**Required work:** Any pictures in the records below should be skipped; write out everything else exactly.

◆ ◆ ◆ ◆ ◆ ◆ ◆

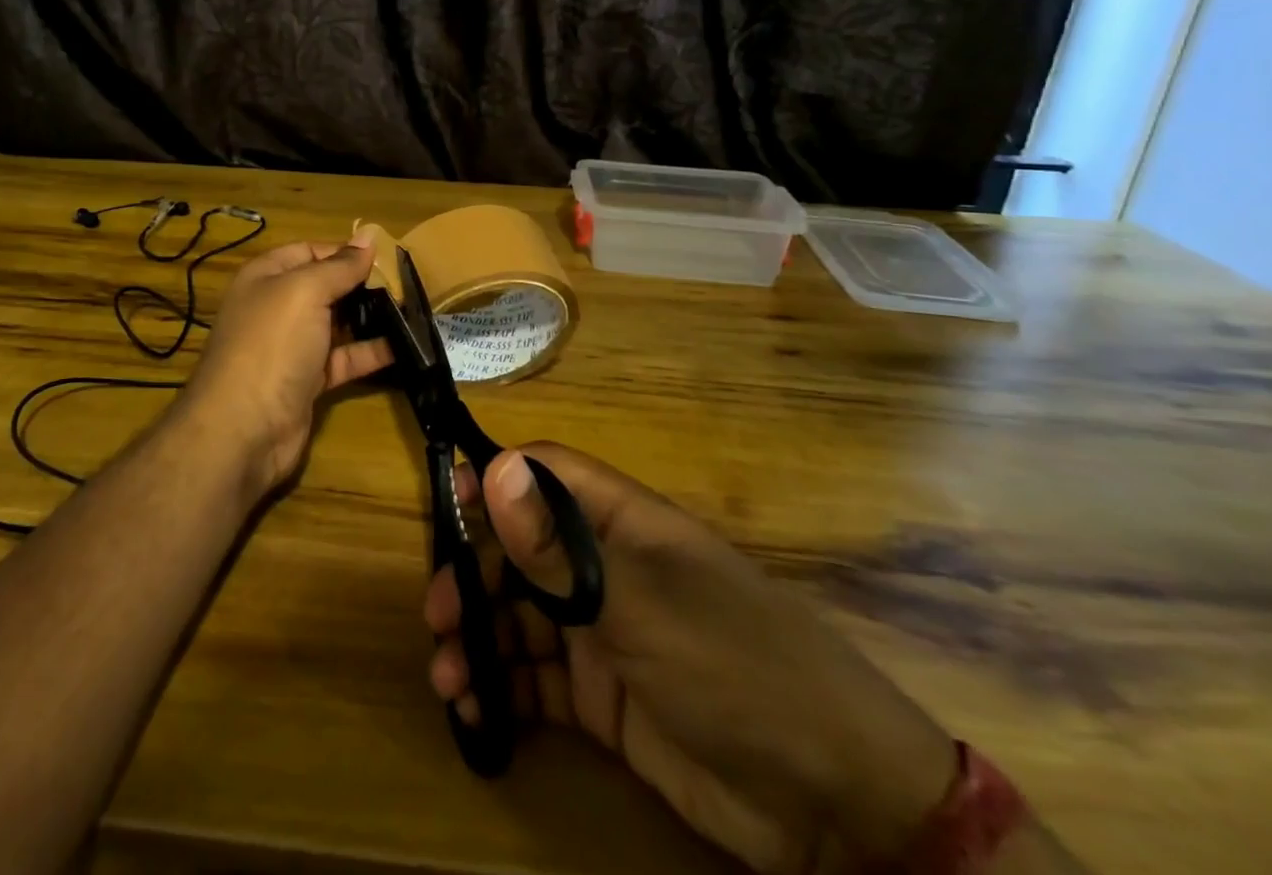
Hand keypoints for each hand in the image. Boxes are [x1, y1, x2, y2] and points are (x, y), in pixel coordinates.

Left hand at [179, 229, 392, 495]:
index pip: (309, 251)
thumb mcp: (305, 292)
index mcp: (266, 277)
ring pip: (336, 323)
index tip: (386, 257)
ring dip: (370, 317)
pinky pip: (344, 359)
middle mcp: (276, 307)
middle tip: (406, 283)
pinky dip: (370, 352)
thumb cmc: (272, 344)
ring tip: (412, 310)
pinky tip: (404, 346)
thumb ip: (339, 266)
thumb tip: (368, 237)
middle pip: (325, 287)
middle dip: (362, 284)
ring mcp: (292, 346)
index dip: (345, 252)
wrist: (243, 429)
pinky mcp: (308, 381)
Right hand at [426, 444, 958, 873]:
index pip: (546, 477)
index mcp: (621, 524)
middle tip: (436, 615)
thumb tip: (494, 466)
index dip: (495, 481)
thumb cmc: (735, 667)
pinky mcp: (605, 700)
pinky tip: (476, 713)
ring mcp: (605, 635)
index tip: (444, 505)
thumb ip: (559, 547)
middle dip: (475, 575)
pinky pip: (538, 683)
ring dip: (480, 640)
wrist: (836, 804)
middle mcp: (607, 569)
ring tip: (448, 678)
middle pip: (522, 551)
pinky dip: (503, 693)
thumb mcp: (639, 605)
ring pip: (522, 619)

◆ ◆ ◆ ◆ ◆ ◆ ◆

**Response to this exercise:**
Hand keypoints for each hand in the image. Boxes are [x1, y1, x2, y2] and points are (x, y), in pixel coordinates.

Left hand at [179, 229, 392, 495]:
index pip: (309, 251)
thumb mcp: (305, 292)
index mcp: (266, 277)
ring pip: (336, 323)
index tip: (386, 257)
ring dip: (370, 317)
pinky pip: (344, 359)
middle mcp: (276, 307)
middle tip: (406, 283)
pinky dip: (370, 352)
thumb cmc: (272, 344)
ring tip: (412, 310)
pinky tip: (404, 346)
thumb ip: (339, 266)
thumb tip: (368, 237)
middle pip: (325, 287)
middle dip: (362, 284)
ring mcp: (292, 346)
index dip: (345, 252)
wrist: (243, 429)
pinky mcp: (308, 381)
Right hand at [426, 444, 958, 873]:
index pip: (546, 477)
index mcp: (621, 524)
middle tip: (436, 615)
thumb tip: (494, 466)
index dip: (495, 481)
thumb cmc: (735, 667)
pinky mcp: (605, 700)
pinky tip: (476, 713)
ring mcp: (605, 635)
index tip: (444, 505)
thumb ip: (559, 547)
middle dip: (475, 575)
pinky pip: (538, 683)
ring dip: (480, 640)
wrist: (836, 804)
middle mcp: (607, 569)
ring tip: (448, 678)
middle pip: (522, 551)
pinky dip: (503, 693)
thumb mcp: (639, 605)
ring pip: (522, 619)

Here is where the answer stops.